We live in a connected world. The news story I will see presented by George Alagiah on the 10 o’clock news on BBC One will feature in print media such as The Daily Mail and on the radio in heated debates on BBC Radio Five Live. Therefore we have to be selective on the news we do decide to consume. I have streamlined my podcast diet down to just three main regular slots. The fantastic ArseCast by ArseBlog every Friday during the EPL season. The Consumer Panel featuring multimillionaire Money Saving Expert Martin Lewis (there is an oxymoron in there somewhere!) Finally Let’s Talk About Tech presented by the delectable Chris Warburton. These two weekly podcasts from BBC Radio FiveLive are broadcast on Thursday lunchtimes and Saturday evenings respectively! I still need to get some partisan tech news so listen to The Engadget EuroCast but the broadcast of this is sporadic, usually once a fortnight but weeks can go past with no edition due to the tape recorder having chewed the cassettes. Rather a feeble excuse for a tech journalist website owned by AOL.
In Let’s Talk About Tech they feature new music every few weeks to keep the format fresh and appeal to a wider audience. Remember it is broadcast during prime time on a Saturday night. Last week I listened to the podcast some twelve hours after initial airing in the gym around 11am. I liked the band Chvrches and their slice of 1980s electronic synthesized pop on single The Mother We Share. The song was predicted to chart somewhere inside the Top 40 later that afternoon.
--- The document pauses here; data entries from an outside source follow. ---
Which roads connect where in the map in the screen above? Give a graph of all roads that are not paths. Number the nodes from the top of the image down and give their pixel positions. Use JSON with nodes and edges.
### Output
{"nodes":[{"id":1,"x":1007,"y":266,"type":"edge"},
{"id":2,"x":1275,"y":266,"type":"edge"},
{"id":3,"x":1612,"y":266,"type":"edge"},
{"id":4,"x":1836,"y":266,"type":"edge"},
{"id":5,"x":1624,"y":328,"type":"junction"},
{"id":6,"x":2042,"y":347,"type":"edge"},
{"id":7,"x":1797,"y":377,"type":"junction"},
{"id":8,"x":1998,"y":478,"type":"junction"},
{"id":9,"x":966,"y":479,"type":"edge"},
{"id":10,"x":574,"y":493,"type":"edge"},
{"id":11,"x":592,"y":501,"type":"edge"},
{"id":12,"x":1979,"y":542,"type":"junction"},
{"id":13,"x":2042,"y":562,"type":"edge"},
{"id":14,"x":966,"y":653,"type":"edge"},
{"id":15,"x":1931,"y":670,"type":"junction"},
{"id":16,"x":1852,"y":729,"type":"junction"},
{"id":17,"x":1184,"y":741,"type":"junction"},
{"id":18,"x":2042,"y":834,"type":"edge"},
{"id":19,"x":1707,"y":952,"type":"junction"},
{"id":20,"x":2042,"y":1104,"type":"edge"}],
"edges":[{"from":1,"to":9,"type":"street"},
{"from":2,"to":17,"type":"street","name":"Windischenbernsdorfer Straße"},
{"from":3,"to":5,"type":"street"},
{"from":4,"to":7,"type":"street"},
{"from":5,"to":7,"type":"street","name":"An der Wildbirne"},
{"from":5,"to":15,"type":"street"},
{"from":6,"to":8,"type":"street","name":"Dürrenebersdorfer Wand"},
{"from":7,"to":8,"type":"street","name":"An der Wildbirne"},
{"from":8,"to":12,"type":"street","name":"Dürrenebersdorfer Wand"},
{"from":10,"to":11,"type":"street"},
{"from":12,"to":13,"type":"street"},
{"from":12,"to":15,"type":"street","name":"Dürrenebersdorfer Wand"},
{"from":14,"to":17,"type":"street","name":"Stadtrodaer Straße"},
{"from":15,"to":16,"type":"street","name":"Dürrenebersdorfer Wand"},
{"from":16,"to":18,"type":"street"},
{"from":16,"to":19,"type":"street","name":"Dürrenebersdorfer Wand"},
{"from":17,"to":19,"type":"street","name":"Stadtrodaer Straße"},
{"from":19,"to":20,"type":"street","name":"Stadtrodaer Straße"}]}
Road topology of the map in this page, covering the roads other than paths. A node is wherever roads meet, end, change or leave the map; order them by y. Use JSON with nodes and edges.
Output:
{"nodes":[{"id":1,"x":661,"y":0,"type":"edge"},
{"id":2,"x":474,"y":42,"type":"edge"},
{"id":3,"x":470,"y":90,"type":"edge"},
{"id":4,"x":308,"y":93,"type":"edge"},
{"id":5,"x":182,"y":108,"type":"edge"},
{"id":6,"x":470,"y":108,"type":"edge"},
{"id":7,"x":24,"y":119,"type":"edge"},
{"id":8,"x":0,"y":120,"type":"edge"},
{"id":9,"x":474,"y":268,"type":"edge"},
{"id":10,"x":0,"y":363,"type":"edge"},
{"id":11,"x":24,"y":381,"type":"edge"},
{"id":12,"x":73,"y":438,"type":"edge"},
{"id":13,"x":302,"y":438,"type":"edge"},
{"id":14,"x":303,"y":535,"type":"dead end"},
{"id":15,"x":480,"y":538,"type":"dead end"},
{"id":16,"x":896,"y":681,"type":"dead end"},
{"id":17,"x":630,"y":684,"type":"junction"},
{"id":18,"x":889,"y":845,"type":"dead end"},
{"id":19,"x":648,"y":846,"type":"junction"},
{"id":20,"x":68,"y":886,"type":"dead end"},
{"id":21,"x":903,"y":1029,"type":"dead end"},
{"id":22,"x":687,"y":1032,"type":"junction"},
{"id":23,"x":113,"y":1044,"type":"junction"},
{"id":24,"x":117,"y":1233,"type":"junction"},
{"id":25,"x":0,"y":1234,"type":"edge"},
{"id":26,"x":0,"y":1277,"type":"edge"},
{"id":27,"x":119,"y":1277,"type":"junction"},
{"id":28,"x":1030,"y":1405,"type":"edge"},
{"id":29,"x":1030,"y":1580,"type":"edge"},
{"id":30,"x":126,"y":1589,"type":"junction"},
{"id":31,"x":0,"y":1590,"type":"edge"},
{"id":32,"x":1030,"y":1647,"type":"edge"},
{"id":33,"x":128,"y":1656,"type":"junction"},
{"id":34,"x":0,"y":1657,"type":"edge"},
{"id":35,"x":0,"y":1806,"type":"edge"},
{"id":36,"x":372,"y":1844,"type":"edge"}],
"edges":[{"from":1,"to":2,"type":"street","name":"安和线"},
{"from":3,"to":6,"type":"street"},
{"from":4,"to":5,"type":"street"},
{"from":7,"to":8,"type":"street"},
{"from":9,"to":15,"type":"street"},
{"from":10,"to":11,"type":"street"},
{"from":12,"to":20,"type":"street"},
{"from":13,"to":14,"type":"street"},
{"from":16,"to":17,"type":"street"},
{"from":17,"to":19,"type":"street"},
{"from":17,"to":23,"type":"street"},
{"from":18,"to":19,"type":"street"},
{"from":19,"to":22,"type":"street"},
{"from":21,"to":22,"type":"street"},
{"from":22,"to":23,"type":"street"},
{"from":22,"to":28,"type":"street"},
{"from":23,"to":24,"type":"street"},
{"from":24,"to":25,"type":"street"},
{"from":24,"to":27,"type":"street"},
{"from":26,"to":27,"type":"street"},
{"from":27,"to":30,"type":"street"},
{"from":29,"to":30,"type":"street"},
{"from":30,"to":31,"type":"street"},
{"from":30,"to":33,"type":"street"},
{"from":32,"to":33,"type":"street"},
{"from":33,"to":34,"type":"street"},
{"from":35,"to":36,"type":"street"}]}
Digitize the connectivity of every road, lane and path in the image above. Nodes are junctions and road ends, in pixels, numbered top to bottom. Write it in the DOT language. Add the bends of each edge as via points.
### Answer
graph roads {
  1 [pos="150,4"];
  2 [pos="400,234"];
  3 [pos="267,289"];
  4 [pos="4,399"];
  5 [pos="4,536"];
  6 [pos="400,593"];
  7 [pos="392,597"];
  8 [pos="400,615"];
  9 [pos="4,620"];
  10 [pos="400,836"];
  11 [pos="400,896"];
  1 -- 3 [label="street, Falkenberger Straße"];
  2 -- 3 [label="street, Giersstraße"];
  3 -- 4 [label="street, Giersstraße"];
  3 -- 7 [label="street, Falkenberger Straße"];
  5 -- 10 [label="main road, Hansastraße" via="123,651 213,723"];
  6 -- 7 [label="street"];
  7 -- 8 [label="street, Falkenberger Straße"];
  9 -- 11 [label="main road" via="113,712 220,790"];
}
I downloaded the song later that evening but it was news later in the week which came to both shock and dishearten.
I missed the band’s performance on Jools Holland but some kind soul had uploaded to the segment in full onto the interweb so I was able to download and enjoy the understated but enigmatic performance of their song. While at work I noted an article by lead singer Glaswegian Lauren Mayberry on The Guardian website. People think they can hide behind the cloak of anonymity on the internet. Feel they can defend their position under the law of freedom of speech and expression. However, words on the screen have a powerful impact on people in the real world. In particular, impressionable teenagers, some of whom have tragically taken their own lives as a direct response to online abuse so-called cyber bullying. Something has to be done to change the sentiment that anyone and anything is fair game in the wild west of the world wide web. Perhaps prominent figures, such as lead singers in indie bands speaking out, naming and shaming the offends will be a good place to start.